NASHVILLE, Tennessee (NRB) – Sen. Marsha Blackburn (R.-Tenn.) and former Arkansas Gov. Mike Huckabee spoke of the vital role NRB plays in the fight for religious freedom in America when they addressed the NRB 2020 Christian Media Convention in Nashville, Tennessee, February 28.

Blackburn said as a policymaker she has realized free speech and religious liberty are closely linked.

“When we choose to speak out on matters of faith, we end up having to defend not only our beliefs … you have to defend your right to express your beliefs,” she said. “That is where we find ourselves in the year 2020. It seems to be an impossible predicament.”

The platform – the internet – that was supposed to “bring us all together so that we would be constantly having one nationwide townhall” is the same platform that has “created this culture of hostility,” Blackburn said.

For NRB members, the stakes are higher, she said, because “you’re not talking about puppies. … You are talking about consequential issues in our lives, in our faith. You’re talking about the issues of abortion and sexuality, child protection, the dangers of human trafficking. You’re talking about religious freedom. You’re talking about right and wrong.”

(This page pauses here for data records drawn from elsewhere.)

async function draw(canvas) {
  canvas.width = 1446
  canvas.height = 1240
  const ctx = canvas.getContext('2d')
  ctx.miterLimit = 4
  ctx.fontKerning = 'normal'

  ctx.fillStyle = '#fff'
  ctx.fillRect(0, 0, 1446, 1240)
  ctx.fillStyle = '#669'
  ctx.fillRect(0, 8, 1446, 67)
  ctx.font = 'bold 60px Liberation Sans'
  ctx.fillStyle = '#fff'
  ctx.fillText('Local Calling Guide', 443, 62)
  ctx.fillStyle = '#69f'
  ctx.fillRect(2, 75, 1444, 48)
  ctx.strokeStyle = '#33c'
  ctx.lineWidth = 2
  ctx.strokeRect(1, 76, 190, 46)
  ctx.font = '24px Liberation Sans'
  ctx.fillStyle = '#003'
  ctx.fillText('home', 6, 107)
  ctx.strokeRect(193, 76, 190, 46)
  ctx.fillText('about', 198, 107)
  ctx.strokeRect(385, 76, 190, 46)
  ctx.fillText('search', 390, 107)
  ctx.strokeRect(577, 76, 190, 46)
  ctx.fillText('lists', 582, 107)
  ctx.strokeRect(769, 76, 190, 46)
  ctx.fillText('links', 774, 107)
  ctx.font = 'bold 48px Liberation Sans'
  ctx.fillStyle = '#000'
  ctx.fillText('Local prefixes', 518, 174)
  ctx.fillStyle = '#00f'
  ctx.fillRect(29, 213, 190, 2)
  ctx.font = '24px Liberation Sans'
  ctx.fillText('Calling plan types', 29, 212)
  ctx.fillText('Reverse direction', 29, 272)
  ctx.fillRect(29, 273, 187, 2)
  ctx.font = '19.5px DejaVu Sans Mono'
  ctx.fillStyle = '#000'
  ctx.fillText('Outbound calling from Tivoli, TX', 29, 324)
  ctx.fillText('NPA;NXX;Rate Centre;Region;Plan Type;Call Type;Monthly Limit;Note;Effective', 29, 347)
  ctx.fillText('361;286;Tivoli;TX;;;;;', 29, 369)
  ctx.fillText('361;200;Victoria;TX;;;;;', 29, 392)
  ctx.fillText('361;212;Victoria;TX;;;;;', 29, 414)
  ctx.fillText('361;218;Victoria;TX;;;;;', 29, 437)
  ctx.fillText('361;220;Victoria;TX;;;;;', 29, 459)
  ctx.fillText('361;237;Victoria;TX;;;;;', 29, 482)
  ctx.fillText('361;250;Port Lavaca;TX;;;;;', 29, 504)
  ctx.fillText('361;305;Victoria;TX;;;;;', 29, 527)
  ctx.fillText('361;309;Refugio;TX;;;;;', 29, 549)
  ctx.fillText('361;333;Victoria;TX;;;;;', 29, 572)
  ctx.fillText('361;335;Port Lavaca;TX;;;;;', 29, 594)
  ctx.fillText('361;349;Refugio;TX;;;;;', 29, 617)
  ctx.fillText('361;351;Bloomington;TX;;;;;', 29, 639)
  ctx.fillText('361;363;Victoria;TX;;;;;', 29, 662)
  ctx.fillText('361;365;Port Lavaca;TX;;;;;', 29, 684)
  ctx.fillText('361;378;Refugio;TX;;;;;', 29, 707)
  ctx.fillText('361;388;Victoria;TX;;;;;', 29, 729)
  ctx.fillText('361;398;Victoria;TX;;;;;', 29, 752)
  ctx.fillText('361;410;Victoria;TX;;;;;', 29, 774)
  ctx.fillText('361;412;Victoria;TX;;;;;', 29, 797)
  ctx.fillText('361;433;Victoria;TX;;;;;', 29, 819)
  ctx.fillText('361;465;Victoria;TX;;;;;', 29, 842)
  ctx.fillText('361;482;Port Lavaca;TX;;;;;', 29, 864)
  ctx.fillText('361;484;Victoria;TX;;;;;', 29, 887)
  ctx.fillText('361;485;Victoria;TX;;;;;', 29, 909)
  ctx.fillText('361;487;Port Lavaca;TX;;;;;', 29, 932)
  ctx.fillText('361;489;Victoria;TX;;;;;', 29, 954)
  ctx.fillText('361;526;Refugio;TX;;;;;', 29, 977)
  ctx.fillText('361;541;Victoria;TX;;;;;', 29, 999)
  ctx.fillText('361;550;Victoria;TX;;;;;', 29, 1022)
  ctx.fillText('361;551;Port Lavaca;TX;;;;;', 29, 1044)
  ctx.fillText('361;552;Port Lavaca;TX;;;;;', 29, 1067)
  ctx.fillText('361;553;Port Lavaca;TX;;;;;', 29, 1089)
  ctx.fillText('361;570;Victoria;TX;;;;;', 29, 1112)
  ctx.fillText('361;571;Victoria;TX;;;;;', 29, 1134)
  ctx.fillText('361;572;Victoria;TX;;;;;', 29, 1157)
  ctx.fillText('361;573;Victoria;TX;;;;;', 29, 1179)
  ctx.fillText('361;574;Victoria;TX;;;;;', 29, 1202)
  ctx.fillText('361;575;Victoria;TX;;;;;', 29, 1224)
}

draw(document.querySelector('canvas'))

“This is why you get attacked. Offering these traditional viewpoints is never going to fail to draw arguments from the progressive media sphere,” Blackburn said.

One of the main threats today is “when someone hears an opinion that you’re expressing, and they use their power to get online or get on air and not just debate. What do they want to do? They want to shut you down,” the senator said.

Everyone should have the right to control the content they see or hear, but secular society has been closing the gap between “I’m muting this person, I’m tuning them out,” and, “I am going to prevent this person from saying what they have to say,” Blackburn said.

“I will many times say, ‘I don’t agree with what you’re saying, but let me assure you I’m going to defend to the death your right to express that opinion even though I think you are really, really wrong.’ That is what we call free speech,” she said to applause.

Censorship has become so pervasive today because “the left is so good at making limits sound reasonable,” Blackburn said. “They cite, ‘Well, it’s for mental health,’ ‘Well, it’s for public safety,’ or, ‘We need to do this for civility.’

“They use this as a justification to come into churches, to come into your broadcast, to come into computers, and to come into our minds to try to get us to think ‘correctly.’ They’re becoming the thought police.”

Blackburn told NRB Convention attendees, “I am ever so grateful that you all encourage your audience every single day to know the truth, not to live in a world of situational ethics and not to say truth is whatever is convenient for me today.”

Huckabee, host of Huckabee on TBN, said he believes there has never been a more important time for there to be an NRB.

“We’re living in a day where the polarity of cultures and the clash is so intense that if we do not stand and fight hard for the basic constitutional liberties of religious freedom, we not only will lose them, but the future generations will lose any understanding or knowledge of what this country was about,” Huckabee said during his session immediately following Blackburn’s.

“The NRB serves a vital, incredibly important role not only in communicating who we as believers are but who we as Americans are because you are not going to get it from the legacy networks …. They’re not going to get that. It’s propaganda.”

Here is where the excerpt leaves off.